Genome instability is considered a central mechanism of aging. The nuclear envelope is essential for genome stability. Nicolas Manel’s laboratory recently reported that in mice deficient for a protein of the nuclear envelope in the immune system, alveolar macrophages, but not other lung immune cells, acquire aging hallmarks and decline in number, as observed in chronological aging. This established that deficiency of a nuclear envelope component can represent a cell-intrinsic model of accelerated aging in specific immune cell types. In preliminary results, further explorations revealed that subsets of skin immune cells are also decreased in a mouse model of nuclear envelope deficiency. Interestingly, the same skin immune cells are decreased in the aged skin of humans and mice. Nicolas Manel’s project will test the hypothesis that loss of nuclear envelope integrity is a mechanism of aging in these skin immune cells. It aims to define the mechanisms leading to skin immune cell depletion, the impact on the immune cell homeostasis in the skin, and the pathophysiological consequences of such depletion in skin immunity against age-related pathologies.

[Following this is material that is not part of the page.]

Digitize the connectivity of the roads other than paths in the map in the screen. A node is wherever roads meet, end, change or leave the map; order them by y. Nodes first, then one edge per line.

The results of the project have the potential to reveal new fundamental pathways in the aging of skin immunity and its impact on the health of aged individuals.

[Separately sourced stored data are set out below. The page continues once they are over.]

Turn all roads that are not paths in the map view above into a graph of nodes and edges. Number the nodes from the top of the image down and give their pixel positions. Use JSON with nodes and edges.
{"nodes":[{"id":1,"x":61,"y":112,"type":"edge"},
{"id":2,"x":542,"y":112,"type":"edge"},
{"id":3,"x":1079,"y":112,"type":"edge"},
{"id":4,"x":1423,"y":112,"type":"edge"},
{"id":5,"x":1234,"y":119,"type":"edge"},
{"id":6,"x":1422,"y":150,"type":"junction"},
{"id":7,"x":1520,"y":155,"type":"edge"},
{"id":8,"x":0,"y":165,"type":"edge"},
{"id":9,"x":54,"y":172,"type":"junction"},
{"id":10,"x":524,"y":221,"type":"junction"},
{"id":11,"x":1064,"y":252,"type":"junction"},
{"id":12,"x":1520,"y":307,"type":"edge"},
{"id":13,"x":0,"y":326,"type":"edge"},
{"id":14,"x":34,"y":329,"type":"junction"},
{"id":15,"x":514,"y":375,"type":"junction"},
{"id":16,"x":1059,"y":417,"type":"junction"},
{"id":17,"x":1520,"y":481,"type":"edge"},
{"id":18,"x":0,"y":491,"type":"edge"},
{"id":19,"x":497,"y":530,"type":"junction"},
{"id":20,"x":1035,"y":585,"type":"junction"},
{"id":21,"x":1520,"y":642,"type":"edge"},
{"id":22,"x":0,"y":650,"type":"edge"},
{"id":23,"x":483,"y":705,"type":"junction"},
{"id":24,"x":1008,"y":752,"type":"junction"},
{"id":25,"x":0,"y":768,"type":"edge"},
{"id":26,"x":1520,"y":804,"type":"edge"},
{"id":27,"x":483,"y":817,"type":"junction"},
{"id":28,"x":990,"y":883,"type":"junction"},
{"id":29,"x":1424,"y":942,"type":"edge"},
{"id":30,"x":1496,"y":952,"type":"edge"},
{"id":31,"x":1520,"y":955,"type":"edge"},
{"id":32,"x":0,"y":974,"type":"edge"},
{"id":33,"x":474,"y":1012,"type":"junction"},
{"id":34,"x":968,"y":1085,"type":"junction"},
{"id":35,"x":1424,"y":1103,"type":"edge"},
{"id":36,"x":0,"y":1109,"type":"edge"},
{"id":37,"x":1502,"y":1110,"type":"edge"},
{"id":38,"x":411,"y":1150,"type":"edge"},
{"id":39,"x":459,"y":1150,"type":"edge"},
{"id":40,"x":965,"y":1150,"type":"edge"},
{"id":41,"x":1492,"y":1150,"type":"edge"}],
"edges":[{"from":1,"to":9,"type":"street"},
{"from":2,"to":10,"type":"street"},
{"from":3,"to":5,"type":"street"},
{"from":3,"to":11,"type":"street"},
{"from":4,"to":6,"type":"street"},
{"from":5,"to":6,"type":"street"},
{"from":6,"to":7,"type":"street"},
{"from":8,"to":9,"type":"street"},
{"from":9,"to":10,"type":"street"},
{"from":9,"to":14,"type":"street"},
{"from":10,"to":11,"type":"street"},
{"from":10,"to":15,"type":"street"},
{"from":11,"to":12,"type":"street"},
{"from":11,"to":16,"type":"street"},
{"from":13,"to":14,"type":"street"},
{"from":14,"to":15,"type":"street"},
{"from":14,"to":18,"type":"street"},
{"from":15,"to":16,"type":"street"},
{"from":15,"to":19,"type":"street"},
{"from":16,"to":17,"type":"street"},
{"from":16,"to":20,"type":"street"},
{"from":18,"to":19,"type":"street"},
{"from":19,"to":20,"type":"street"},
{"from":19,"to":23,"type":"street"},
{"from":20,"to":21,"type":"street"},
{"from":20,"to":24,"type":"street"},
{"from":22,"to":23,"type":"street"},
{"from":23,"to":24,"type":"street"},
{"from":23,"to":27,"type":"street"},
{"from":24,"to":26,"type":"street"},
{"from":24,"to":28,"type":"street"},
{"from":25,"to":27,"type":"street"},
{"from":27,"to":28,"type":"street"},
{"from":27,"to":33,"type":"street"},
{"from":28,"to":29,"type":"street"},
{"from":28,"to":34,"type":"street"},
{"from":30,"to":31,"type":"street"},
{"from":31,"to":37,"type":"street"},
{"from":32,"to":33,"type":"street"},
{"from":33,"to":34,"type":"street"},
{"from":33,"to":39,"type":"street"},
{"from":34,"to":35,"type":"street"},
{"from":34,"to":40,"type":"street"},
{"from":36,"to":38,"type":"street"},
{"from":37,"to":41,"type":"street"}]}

Functional analysis of the genomic abnormalities of non UV-induced skin squamous cell carcinomas
Grantee: Dany Nassar, MD, PhD, Associate Professor, Department of Dermatology, Université Paris
Amount: DKK 952,095
Grant category: Research Grants in open competition
Year: 2017
Geography: France
Squamous cell carcinoma (SCC) of the skin is the second most frequent skin cancer. Generally, SCC occurs on sun-exposed areas of fair skinned in elderly individuals.
However, skin carcinogenesis is also observed in non-UV induced settings, particularly in chronic wounds and scars like chronic leg ulcers, inherited blistering diseases and deep burn scars. These wound-associated SCCs are highly invasive and prone to metastasis, making them a life threatening complication.
The mechanisms of chronic wound carcinogenesis are unknown. The absence of UV exposure and different clinical behaviour suggest different mechanisms of carcinogenesis, including different initiating driver genomic abnormalities.
The team behind this study aims to uncover genomic alterations through Whole Exome Sequencing on a cohort of 35 wound/scar-associated SCCs with matching germline DNA. They will compare achieved data to data on UV-induced SCCs and to murine models of skin SCCs.
Furthermore, they will perform micro-dissection of successive stages of carcinogenesis in a cohort of specimen and subject these to targeted genotyping. This will allow for determination of the successive genetic alterations that drive the multistep carcinogenesis in the absence of carcinogenic UV exposure.
The team expects to find a distinct and hopefully new mutational signature in skin carcinogenesis, to identify new oncogenes and tumour suppressor genes and to model the multistep genomic evolution of wound/scarring associated skin SCC.
Basis for the project lies in a multicentre collaboration gathering six University Hospitals in two countries, including Paris-based Hôpital Cochin and Hôpital Tenon as well as American University of Beirut Medical Centre in Lebanon.